Runaway bride

It's not that I didn't want to get married. I just wanted to make sure that I could take a break from the institution whenever I needed to.

Dec 20, 2004 | I stood on the dark, crumbling front stoop of an apartment building that was not mine at 2:30 a.m., jiggling and cursing this key that I had paid $500 for. But it would not open the front door.

Earlier that night, I had schlepped an unwieldy, overstuffed suitcase onto a bus in suburban Edgewater, N.J., and endured the bumpy half-hour ride to New York. A subway ride and an 11-block walk later, I'd arrived at the building that would be my home for the next week and slipped through the front door with a resident whose key did work.

But now, after a night out with friends in the city, I was alone on this desolate, unfamiliar street. And in the seconds it took me to realize this key was not going to unlock this door, I was stripped of all the excitement and bravado I'd brought with that ridiculously large suitcase. I was going to be by myself! Come home when I pleased, without answering to my fiancé! Eat nachos for dinner every day for a week without facing an inquisition! Watch an entire "I Love the '80s" marathon without fielding complaints!

For minutes I tried to preserve those feelings anyway, while jiggling that damn key and kicking the door. Then I started to cry, sob even. But soon enough I laughed, because I realized this was what I had come here for: to remember that freedom has its price. That sometimes you're locked out with no partner inside to let you in. Sometimes you are sobbing on a stranger's stoop, and no one's there to care.

- - - - - - - - - - - -

I postponed my princess-bride wedding a year ago, right around our 10th anniversary together. My fiancé and I met in college and were lucky enough -- or cursed, maybe -- to fall into that kind of relationship that's so comfortable, so right, you just assume you're stuck with each other. He stole me from my lingering high school sweetheart with a killer combination of broad shoulders, a stunning ability to quote Shakespeare even while stumbling drunk, a passion for politics, and an inexhaustible instinct to take care of me when I'm moody, sick or stressed, which is pretty much always.

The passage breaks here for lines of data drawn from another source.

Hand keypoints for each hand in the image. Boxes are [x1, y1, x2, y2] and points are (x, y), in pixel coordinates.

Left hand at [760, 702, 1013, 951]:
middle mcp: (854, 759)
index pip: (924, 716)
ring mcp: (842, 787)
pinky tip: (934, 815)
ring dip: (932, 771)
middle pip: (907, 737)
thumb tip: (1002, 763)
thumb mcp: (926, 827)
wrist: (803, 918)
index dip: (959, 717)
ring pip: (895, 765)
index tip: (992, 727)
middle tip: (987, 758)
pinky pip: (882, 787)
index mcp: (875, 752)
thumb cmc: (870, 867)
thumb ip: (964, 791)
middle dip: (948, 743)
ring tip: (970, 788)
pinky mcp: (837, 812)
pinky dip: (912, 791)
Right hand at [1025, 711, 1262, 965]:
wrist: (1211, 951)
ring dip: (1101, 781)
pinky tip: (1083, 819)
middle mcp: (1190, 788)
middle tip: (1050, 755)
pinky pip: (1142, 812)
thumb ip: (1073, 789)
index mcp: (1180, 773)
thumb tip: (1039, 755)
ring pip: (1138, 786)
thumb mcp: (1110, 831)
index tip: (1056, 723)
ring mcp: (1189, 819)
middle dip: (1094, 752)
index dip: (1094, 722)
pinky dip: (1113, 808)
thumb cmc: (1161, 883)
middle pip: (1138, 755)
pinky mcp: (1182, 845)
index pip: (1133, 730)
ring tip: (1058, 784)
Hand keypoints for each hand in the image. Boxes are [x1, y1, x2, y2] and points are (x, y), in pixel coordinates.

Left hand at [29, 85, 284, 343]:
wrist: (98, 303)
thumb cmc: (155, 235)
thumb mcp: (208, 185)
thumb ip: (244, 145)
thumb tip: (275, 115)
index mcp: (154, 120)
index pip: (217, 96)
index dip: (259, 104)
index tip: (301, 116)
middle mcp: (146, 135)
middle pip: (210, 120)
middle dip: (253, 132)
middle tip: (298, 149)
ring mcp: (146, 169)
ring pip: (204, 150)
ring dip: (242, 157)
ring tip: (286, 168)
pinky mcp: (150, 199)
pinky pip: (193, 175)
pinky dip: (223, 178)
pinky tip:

After a few weeks of dating, we settled into what would be, presumably, the pattern for the rest of our lives: My fiancé budgets and plans everything, services I desperately need. I drag him out on weekends because otherwise he'd never meet another soul. We work well together, and there's nothing we've ever been able to do about that. Throughout most of our decade as a couple, I've rarely thought that we should do anything about it. When the Navy sent him to California to serve out his ROTC scholarship obligation, I left my hometown of Chicago and followed. When he went back to grad school in Chicago, I went with him. When he got a job in New Jersey, I followed again.

And when he proposed, I said yes. None of these decisions, big as they seem, took much thought. I adored this man, and he adored me. What else would I do with him but eventually marry him?